The Cafe at the Top of Connecticut

By Richard Kessin
Photographs by Bruce Frisch

Photographs by Bruce Frisch

Stefanie Gouey inside the Cafe

I take visitors from the city on walks through Barbour Woods or up Haystack until they are proud of their wilderness adventures and very hungry.  “Can you get lunch around here?” they ask skeptically. “Trust me,” I say as I walk with them to Station Place Café and introduce them to Stefanie Gouey. On a sunny day last summer, I was hiking with a vegetarian woman from Jerusalem. “Can you make a vegetarian lunch?” we asked. “Sure,” Gouey said. “Go sit outside and we’ll bring it out.” It was a treat – hummus, pita, olives, avocado and tomato salad and more, served with a view of Norfolk and Haystack Mountain. You can’t beat it.

In winter, the café becomes a mountain refuge for people escaping confinement and in search of conversation. The café is a confined space, with seating for a dozen people and it is wise to remember that this is not a fast food restaurant. It’s a slow food restaurant.  Each sandwich is constructed to specifications – “What kind of bread? What kind of mayo? How about avocado and tomato? Sure we roasted the turkey! Do you want a half-sandwich with potato-leek soup?” You can wait a little if there are a number of customers and it is not a good bet for restless children on a crowded day.

The food is delicious, well prepared and appealing. There are standard menu items and intriguing specials. Gouey buys her food locally – or from a special supplier in Hartford. Coffee comes Barrington Roasters in Lee, artisanal bread from Berkshire Mt. Bakery. The tomatoes are always superb.
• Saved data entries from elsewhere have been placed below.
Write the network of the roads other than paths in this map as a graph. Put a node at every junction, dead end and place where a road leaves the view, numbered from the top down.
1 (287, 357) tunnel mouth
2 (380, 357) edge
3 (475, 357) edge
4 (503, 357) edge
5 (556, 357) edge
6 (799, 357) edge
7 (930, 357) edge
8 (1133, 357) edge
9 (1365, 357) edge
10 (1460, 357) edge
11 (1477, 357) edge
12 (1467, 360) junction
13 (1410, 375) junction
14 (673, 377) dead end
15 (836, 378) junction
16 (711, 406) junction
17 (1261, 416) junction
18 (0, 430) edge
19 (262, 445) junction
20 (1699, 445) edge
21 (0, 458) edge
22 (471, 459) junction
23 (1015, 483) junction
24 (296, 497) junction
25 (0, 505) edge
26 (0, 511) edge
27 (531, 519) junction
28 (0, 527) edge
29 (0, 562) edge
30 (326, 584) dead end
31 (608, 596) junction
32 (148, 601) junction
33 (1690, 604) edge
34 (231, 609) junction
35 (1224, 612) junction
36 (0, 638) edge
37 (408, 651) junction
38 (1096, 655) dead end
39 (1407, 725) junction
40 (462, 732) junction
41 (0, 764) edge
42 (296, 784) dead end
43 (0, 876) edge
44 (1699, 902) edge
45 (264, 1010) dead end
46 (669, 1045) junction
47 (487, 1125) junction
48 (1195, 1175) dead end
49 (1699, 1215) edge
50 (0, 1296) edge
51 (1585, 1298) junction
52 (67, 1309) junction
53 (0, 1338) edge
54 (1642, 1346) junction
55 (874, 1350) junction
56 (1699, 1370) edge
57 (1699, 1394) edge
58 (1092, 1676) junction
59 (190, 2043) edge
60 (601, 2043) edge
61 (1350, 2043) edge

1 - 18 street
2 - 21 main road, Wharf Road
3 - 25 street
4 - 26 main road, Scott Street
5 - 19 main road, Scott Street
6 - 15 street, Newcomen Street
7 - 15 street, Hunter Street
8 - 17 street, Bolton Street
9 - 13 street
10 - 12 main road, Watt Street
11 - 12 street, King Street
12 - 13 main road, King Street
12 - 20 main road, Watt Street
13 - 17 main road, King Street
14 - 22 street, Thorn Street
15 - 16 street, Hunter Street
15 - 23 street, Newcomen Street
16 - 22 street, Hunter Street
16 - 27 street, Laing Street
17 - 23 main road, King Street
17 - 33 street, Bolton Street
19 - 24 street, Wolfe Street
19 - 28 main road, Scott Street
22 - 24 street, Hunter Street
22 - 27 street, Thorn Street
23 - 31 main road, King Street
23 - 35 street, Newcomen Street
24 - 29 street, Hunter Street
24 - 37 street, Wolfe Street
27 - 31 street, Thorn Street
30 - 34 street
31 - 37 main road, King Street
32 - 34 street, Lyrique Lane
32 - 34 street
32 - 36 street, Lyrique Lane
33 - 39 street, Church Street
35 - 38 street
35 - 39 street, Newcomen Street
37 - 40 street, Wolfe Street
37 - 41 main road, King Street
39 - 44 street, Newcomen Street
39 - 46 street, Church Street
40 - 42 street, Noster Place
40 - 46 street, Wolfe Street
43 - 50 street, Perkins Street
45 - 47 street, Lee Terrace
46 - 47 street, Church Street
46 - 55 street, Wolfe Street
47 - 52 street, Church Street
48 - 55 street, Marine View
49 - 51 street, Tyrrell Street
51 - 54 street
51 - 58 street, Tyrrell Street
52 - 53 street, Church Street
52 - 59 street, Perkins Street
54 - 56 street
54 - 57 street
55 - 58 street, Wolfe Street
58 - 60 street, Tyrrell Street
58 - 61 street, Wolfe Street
I have no idea where they come from.

Stefanie Gouey spent three years in France in the 70’s and 80’s and moved part time to Norfolk in 1987. She spent time in Italy eating and learning to cook. She had an eclectic career in finance and advertising, before retreating to Norfolk to open the Station Place Café six or seven years ago.

In addition to morning coffee, breakfast and lunch, Gouey also cooks take-out meals for Friday night. Pick them up at the café between 5 and 6 on Friday nights or 9-2 on Saturdays and your dinner problems are solved. The cost is $20/entrée.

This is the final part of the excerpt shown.